YOUR INSTRUCTIONS: Go through the records, and copy each line in which the string "Tokwana" is present.

*** SUPPLIED RECORDS Section Begins ***

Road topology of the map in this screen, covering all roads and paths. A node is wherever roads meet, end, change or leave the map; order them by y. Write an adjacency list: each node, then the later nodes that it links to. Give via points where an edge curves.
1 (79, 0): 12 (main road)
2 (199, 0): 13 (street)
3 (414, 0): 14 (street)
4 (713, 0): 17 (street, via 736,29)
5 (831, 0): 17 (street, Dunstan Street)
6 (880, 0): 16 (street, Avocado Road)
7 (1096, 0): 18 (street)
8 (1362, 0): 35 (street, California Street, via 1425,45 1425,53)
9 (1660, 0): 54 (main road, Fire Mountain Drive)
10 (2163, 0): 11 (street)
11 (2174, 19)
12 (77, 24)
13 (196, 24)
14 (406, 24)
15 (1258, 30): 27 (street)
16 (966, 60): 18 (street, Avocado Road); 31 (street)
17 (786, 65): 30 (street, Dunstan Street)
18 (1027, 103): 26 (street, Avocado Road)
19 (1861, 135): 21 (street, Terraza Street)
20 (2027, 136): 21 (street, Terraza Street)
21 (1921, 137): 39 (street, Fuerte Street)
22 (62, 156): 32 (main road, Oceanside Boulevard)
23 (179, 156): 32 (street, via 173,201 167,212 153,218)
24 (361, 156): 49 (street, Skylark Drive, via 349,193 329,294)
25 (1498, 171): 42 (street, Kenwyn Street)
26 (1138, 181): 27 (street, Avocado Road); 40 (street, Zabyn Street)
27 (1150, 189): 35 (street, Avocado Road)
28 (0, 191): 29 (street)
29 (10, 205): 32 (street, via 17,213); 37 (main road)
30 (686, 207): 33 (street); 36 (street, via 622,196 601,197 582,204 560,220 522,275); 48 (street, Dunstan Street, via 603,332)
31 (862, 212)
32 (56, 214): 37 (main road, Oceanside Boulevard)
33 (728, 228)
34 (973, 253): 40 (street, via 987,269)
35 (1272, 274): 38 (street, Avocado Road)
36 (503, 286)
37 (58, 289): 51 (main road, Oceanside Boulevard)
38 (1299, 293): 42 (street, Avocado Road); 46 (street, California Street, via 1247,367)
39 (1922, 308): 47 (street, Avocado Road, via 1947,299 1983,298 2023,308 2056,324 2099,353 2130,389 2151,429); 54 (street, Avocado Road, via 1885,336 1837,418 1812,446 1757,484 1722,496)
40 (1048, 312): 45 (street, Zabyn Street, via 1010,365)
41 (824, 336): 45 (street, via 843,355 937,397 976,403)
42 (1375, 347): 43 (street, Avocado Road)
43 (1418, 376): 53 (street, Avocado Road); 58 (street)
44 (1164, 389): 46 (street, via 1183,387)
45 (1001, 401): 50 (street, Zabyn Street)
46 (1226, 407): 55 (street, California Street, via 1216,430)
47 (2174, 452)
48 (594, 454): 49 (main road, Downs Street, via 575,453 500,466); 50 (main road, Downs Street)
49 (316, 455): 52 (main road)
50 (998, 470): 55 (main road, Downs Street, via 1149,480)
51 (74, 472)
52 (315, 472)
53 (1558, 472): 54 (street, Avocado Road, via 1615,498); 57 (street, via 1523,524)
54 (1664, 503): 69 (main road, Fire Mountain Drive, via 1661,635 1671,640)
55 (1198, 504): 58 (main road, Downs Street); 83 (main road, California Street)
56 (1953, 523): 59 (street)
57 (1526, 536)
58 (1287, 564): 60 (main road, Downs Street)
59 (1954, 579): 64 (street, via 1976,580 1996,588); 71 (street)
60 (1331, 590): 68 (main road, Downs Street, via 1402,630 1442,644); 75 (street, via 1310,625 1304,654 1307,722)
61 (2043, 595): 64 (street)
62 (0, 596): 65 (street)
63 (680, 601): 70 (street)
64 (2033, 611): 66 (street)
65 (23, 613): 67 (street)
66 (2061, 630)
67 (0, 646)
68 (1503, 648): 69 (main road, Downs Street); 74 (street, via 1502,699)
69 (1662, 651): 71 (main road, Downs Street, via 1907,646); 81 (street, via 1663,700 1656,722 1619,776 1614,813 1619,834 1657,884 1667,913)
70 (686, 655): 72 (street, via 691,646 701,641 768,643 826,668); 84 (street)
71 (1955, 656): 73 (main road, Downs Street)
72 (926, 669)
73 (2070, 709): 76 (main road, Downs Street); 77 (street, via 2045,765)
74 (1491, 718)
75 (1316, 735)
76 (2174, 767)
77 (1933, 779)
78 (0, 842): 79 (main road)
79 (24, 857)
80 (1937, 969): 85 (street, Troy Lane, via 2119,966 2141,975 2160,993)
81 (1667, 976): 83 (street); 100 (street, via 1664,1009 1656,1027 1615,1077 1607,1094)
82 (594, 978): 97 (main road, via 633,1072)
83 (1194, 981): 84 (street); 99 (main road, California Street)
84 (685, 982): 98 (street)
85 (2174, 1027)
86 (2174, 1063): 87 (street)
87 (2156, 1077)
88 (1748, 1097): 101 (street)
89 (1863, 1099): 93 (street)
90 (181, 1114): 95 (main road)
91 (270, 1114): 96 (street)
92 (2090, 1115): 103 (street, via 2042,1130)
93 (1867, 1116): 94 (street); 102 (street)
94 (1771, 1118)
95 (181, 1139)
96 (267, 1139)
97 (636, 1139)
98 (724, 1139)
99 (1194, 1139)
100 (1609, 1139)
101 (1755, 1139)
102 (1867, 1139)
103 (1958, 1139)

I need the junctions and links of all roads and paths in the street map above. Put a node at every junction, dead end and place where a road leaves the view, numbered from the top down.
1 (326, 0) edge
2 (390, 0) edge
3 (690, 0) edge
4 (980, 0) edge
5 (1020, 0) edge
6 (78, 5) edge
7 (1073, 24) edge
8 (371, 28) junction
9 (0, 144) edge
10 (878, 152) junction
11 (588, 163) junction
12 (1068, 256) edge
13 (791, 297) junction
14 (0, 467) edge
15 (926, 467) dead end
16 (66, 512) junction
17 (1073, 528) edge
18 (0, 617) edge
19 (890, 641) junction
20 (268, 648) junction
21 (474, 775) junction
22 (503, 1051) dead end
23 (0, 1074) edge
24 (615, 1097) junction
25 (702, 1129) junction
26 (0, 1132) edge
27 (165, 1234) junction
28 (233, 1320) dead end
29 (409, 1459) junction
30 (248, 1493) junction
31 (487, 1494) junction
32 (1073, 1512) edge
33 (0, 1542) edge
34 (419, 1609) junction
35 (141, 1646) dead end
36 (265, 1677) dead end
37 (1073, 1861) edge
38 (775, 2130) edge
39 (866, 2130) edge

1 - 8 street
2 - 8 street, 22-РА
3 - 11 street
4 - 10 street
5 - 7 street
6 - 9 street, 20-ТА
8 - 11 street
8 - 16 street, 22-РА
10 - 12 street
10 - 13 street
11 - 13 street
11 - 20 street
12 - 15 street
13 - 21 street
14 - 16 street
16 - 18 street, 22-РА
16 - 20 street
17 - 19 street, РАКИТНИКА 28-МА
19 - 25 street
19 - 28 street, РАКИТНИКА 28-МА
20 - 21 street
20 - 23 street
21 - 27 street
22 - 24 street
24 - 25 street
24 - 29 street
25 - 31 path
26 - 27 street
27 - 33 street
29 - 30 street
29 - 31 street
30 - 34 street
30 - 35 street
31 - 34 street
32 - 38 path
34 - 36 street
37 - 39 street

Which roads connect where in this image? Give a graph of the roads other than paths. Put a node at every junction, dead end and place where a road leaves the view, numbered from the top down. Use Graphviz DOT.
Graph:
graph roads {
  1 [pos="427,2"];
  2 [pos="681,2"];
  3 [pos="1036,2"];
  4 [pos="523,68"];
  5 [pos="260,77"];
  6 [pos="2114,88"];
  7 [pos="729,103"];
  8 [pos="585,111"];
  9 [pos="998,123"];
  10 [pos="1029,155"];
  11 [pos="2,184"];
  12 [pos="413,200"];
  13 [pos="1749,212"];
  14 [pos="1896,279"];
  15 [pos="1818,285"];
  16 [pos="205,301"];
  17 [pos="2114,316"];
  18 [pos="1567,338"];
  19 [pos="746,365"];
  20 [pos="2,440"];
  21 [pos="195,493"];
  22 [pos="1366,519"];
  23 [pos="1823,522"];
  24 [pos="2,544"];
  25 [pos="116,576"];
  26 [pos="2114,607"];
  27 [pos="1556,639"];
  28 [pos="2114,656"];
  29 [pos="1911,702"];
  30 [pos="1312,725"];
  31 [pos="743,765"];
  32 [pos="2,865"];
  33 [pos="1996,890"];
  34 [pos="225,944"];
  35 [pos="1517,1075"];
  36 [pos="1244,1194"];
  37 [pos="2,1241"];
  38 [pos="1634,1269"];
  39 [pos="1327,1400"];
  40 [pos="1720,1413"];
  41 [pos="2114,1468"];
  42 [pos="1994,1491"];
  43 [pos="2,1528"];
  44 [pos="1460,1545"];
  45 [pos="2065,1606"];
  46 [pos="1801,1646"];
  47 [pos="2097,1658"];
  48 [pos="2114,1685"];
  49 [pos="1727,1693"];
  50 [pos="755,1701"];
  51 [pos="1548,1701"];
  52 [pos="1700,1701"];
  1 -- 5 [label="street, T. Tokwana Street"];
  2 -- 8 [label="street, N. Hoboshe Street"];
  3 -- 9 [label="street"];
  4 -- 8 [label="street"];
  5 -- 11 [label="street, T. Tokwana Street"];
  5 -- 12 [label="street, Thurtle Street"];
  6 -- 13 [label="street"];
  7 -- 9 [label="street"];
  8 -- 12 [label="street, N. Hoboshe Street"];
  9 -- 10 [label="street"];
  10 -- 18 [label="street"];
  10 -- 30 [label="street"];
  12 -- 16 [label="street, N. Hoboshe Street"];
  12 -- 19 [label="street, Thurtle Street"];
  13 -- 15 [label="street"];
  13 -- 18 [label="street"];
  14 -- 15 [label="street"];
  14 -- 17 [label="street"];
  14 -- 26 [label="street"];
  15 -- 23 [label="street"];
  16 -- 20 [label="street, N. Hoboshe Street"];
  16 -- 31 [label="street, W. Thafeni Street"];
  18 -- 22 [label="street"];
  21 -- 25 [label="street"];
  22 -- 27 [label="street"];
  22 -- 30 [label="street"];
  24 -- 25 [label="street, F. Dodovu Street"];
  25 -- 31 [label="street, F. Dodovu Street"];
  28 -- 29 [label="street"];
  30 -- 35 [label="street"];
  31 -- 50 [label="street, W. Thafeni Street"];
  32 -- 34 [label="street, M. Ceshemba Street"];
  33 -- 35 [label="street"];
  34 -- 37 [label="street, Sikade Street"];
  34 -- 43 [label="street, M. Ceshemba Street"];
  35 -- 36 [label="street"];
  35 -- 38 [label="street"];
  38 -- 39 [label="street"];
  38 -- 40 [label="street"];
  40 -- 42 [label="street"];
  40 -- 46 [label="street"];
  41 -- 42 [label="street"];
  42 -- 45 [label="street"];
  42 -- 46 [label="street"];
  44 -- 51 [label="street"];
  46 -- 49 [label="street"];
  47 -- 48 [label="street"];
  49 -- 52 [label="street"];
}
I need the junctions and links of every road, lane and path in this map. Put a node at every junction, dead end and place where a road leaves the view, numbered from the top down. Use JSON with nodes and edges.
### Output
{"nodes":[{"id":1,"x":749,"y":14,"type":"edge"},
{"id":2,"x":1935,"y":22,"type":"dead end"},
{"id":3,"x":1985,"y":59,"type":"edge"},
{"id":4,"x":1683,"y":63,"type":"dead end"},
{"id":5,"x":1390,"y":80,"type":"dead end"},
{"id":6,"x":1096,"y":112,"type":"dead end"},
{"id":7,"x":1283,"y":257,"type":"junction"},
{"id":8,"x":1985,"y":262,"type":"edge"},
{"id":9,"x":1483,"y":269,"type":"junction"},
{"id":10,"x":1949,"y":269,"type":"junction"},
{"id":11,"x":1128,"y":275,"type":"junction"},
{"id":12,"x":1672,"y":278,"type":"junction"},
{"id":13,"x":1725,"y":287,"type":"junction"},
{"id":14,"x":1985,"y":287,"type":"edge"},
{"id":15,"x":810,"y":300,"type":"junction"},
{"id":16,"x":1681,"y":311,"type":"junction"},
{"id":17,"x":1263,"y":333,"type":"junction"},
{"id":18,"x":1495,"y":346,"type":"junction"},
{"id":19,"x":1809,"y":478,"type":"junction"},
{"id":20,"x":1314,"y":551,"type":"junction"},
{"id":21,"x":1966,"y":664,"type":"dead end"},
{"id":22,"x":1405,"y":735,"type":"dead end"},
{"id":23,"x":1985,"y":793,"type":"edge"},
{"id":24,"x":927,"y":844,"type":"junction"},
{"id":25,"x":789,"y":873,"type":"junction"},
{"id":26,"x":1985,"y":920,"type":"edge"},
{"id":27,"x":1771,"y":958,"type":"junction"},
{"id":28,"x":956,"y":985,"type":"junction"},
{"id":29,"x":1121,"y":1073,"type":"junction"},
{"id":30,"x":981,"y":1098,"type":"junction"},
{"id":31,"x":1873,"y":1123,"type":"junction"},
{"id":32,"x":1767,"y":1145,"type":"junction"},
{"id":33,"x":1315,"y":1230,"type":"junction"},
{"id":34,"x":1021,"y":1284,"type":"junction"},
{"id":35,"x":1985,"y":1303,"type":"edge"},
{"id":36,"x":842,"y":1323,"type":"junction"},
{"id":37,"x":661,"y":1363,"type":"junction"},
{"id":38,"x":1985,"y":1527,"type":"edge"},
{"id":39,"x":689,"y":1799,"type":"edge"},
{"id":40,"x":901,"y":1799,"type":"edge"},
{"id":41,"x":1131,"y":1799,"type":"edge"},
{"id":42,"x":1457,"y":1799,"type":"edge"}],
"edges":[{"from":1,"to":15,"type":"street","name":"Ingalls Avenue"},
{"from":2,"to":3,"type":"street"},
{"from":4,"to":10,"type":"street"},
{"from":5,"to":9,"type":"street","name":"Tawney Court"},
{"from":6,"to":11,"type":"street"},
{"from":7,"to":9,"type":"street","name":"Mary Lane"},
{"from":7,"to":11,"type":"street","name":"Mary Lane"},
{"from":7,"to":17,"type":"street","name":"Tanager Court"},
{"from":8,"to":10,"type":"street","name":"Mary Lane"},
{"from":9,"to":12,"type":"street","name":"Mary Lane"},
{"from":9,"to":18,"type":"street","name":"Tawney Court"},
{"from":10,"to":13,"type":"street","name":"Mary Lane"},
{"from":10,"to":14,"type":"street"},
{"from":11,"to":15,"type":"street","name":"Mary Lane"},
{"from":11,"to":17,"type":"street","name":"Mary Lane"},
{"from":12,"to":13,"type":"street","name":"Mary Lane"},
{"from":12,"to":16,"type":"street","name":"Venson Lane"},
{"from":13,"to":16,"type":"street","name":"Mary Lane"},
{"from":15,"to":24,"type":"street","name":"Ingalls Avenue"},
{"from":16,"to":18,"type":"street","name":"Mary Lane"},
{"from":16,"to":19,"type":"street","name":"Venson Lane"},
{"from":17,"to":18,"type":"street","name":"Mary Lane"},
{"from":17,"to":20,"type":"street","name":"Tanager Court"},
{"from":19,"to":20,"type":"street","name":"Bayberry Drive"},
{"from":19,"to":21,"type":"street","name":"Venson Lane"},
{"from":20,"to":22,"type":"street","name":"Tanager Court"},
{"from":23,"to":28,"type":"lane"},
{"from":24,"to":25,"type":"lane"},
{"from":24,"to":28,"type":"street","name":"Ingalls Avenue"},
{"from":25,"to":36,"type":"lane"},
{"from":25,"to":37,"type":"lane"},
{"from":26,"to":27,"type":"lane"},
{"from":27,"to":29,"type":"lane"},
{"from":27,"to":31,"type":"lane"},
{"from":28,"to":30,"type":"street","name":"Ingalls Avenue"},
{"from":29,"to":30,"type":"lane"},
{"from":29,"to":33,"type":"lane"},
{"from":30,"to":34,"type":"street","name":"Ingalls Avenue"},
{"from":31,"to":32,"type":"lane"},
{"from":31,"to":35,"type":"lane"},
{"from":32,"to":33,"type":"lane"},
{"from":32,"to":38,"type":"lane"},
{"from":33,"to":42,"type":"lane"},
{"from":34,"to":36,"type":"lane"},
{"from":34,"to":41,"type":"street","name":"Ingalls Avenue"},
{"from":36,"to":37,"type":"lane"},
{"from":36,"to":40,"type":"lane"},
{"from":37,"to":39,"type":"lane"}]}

*** SUPPLIED RECORDS Section Ends ***

RESPONSE TO THIS EXERCISE:
  1 -- 5 [label="street, T. Tokwana Street"];
  5 -- 11 [label="street, T. Tokwana Street"];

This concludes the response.